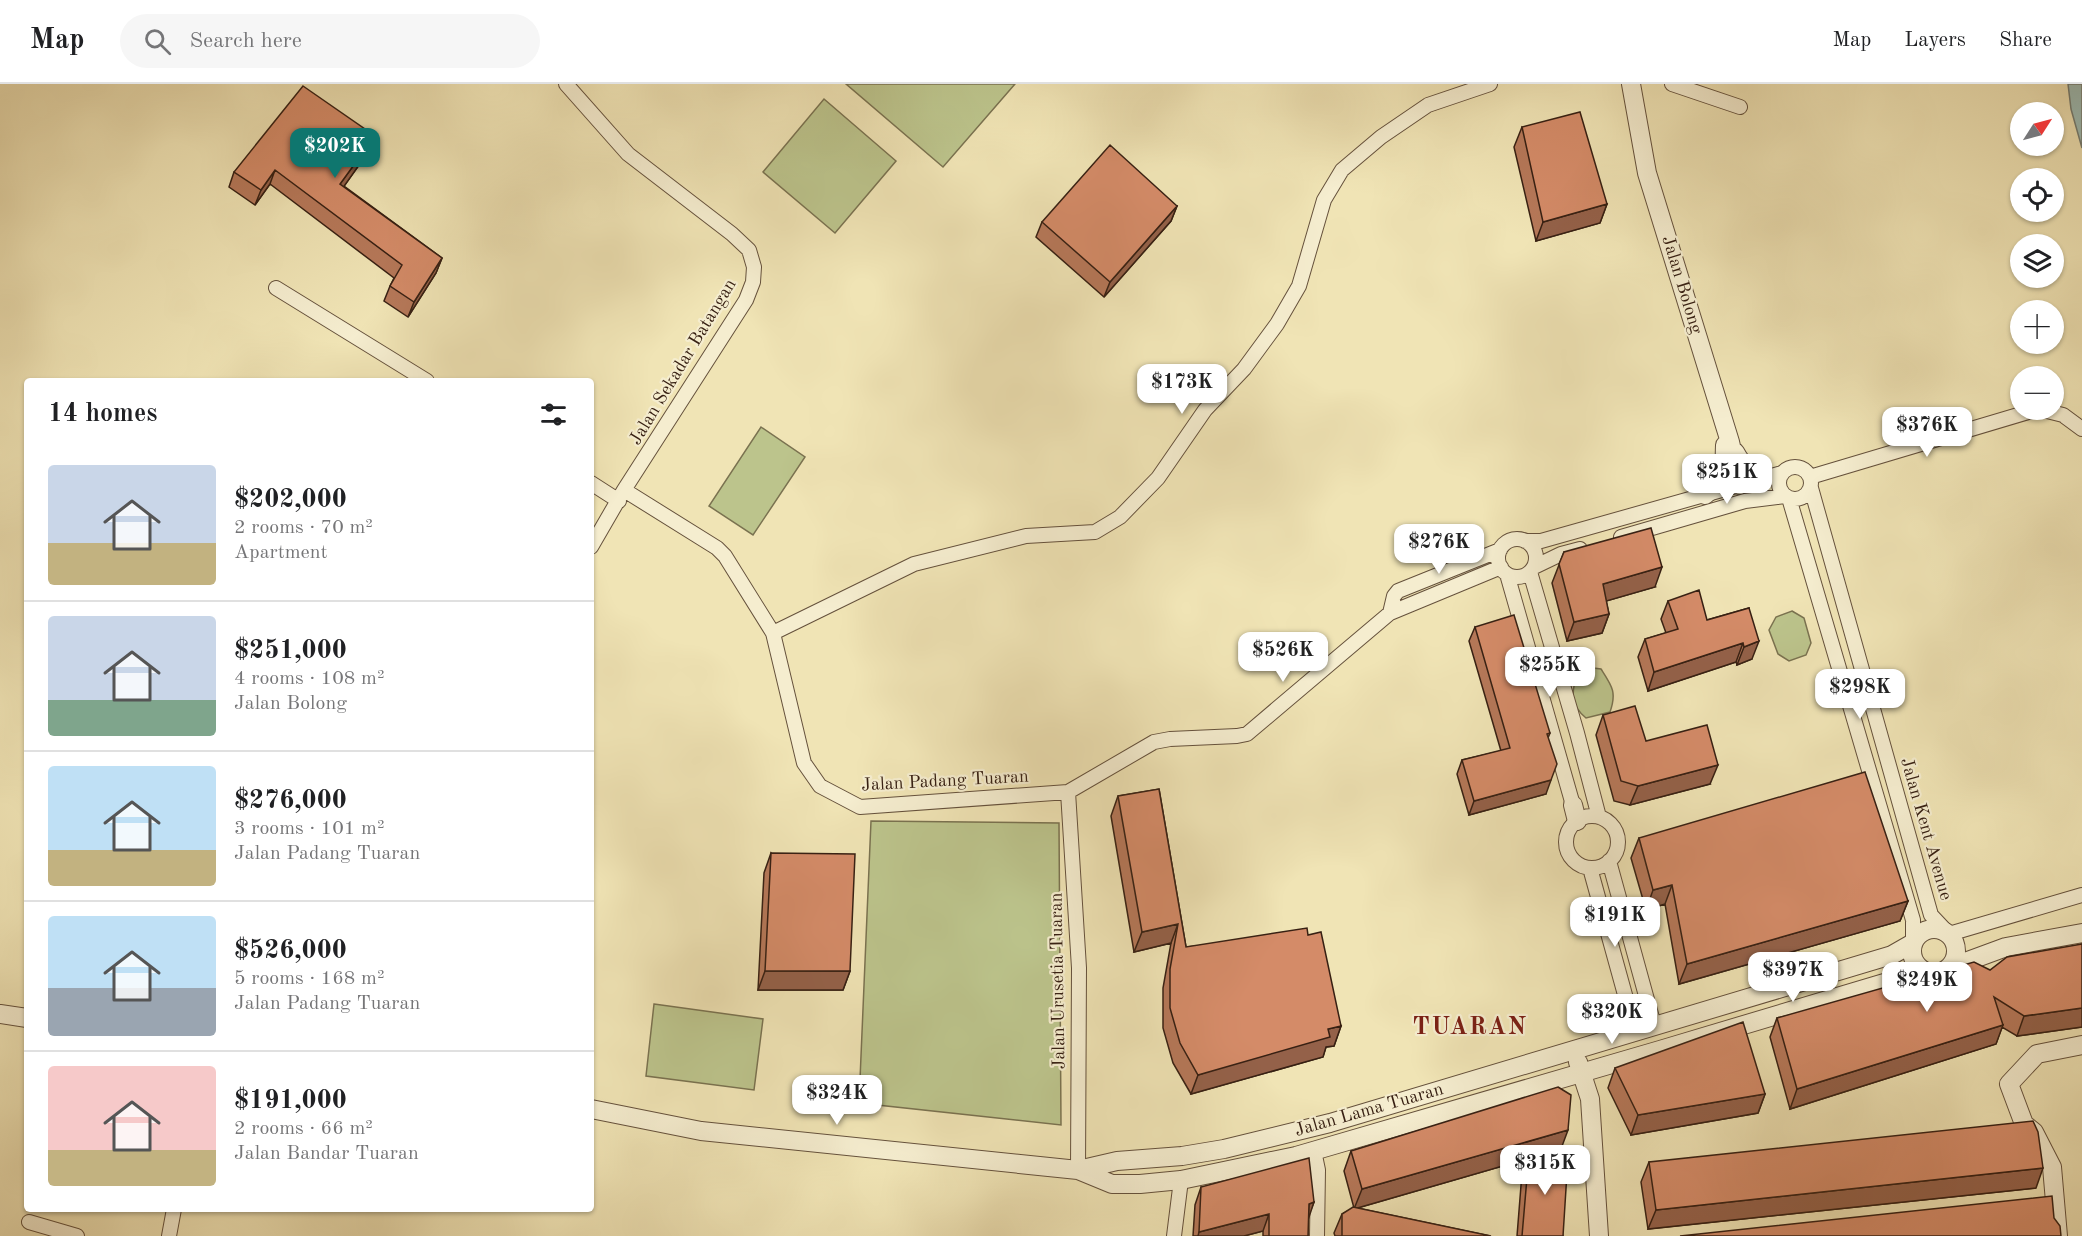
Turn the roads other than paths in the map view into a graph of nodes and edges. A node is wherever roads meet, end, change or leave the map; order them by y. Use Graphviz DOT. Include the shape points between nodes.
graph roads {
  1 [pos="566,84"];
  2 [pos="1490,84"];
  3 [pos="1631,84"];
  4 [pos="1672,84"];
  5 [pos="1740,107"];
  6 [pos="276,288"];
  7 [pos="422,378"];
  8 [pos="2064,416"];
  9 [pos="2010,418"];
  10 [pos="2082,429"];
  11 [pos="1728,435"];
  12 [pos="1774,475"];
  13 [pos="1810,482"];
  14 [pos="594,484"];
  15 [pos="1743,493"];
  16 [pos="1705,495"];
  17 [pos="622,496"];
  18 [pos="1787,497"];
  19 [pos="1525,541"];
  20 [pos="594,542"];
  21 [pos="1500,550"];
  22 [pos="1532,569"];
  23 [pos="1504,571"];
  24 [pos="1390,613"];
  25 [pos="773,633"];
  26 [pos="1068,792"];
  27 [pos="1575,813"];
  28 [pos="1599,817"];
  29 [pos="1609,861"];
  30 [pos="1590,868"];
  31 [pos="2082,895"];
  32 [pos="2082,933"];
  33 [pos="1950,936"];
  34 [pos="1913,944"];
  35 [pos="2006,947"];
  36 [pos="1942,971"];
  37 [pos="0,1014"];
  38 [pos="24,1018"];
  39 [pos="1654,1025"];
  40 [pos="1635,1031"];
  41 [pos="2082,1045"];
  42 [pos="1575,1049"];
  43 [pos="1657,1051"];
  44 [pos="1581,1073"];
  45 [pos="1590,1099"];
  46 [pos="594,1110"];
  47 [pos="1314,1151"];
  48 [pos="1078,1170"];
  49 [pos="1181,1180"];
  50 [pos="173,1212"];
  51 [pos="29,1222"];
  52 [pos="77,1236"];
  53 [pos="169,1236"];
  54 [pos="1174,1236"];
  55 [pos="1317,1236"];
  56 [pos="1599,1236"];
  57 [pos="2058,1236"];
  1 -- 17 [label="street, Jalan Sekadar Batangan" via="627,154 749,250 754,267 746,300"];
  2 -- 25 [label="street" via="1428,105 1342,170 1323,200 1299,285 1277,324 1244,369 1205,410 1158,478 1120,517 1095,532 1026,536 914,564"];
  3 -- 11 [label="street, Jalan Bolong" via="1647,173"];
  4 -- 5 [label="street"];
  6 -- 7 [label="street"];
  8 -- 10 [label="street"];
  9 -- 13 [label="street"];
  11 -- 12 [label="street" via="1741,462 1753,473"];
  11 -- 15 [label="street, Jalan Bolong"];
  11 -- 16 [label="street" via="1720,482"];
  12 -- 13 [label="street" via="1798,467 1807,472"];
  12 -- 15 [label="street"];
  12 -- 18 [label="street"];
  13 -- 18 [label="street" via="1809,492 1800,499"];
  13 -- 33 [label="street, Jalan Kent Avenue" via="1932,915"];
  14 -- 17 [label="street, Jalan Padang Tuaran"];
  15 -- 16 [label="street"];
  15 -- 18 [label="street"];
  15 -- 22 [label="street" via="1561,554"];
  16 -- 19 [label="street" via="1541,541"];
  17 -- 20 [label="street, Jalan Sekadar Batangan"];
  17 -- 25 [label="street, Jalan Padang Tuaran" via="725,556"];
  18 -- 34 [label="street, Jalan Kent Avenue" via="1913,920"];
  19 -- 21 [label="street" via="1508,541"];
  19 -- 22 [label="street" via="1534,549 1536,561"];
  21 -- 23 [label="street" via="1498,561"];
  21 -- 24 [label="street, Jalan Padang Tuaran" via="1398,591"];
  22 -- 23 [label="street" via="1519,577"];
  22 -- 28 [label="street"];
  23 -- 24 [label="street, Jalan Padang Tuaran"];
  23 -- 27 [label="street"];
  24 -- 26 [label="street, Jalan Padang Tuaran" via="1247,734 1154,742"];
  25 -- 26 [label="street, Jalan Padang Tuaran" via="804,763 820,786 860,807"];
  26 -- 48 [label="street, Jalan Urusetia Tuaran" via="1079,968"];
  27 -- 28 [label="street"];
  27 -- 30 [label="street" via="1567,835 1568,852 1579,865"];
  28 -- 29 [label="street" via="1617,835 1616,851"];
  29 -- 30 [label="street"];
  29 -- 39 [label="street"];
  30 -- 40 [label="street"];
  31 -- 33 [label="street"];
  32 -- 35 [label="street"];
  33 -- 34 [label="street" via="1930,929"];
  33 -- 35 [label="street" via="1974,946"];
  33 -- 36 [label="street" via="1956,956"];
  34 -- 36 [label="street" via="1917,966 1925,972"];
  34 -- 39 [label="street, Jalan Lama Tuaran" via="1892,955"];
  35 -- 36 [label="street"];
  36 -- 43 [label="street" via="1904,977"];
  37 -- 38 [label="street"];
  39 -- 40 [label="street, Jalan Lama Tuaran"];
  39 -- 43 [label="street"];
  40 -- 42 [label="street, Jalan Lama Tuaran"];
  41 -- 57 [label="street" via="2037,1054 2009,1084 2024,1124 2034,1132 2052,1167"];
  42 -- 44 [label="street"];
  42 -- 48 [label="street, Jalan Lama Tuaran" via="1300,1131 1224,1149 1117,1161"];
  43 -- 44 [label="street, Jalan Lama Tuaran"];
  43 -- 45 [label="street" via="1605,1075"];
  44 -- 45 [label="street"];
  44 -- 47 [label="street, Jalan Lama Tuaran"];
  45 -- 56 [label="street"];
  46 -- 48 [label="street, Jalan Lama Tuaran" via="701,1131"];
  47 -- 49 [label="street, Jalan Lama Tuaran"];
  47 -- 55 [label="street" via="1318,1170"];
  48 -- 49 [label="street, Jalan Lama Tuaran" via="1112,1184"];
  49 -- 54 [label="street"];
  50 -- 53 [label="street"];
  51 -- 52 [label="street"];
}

========================================

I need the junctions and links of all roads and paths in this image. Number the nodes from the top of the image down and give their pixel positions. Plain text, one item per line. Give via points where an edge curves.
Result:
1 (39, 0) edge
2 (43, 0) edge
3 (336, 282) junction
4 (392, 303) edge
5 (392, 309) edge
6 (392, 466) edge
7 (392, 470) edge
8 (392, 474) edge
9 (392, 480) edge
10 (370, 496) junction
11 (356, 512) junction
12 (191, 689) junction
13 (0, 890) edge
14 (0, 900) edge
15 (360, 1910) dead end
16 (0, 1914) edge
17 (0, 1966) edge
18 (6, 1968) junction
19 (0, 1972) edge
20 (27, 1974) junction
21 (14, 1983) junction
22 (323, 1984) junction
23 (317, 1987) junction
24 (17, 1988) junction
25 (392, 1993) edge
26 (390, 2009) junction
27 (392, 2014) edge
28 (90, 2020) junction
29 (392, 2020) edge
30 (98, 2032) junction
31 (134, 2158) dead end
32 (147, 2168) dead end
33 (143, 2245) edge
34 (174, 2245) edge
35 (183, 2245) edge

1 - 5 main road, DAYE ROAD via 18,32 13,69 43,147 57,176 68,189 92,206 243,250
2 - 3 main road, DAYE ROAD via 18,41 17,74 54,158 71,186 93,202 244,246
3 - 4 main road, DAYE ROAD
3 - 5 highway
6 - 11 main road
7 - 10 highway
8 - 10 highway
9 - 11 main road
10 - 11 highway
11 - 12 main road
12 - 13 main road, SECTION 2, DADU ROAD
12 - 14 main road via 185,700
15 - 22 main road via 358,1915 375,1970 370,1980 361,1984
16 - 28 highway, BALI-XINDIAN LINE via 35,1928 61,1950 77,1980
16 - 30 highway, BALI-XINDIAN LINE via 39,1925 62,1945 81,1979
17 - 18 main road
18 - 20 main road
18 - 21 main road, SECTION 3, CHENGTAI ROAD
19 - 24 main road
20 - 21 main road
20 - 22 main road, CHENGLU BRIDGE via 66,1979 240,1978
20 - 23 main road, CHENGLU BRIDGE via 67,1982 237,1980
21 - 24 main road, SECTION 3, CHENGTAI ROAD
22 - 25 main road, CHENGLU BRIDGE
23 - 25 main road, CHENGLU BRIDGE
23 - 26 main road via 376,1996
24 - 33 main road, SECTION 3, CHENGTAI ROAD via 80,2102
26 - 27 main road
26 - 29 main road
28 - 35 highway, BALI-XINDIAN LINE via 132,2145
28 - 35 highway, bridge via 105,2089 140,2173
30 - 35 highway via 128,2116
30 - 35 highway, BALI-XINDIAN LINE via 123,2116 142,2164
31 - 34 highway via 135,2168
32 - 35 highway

========================================

Read through the entries, then copy every line where the string "CHENGLU" is found.

20 - 22 main road, CHENGLU BRIDGE via 66,1979 240,1978
20 - 23 main road, CHENGLU BRIDGE via 67,1982 237,1980
22 - 25 main road, CHENGLU BRIDGE
23 - 25 main road, CHENGLU BRIDGE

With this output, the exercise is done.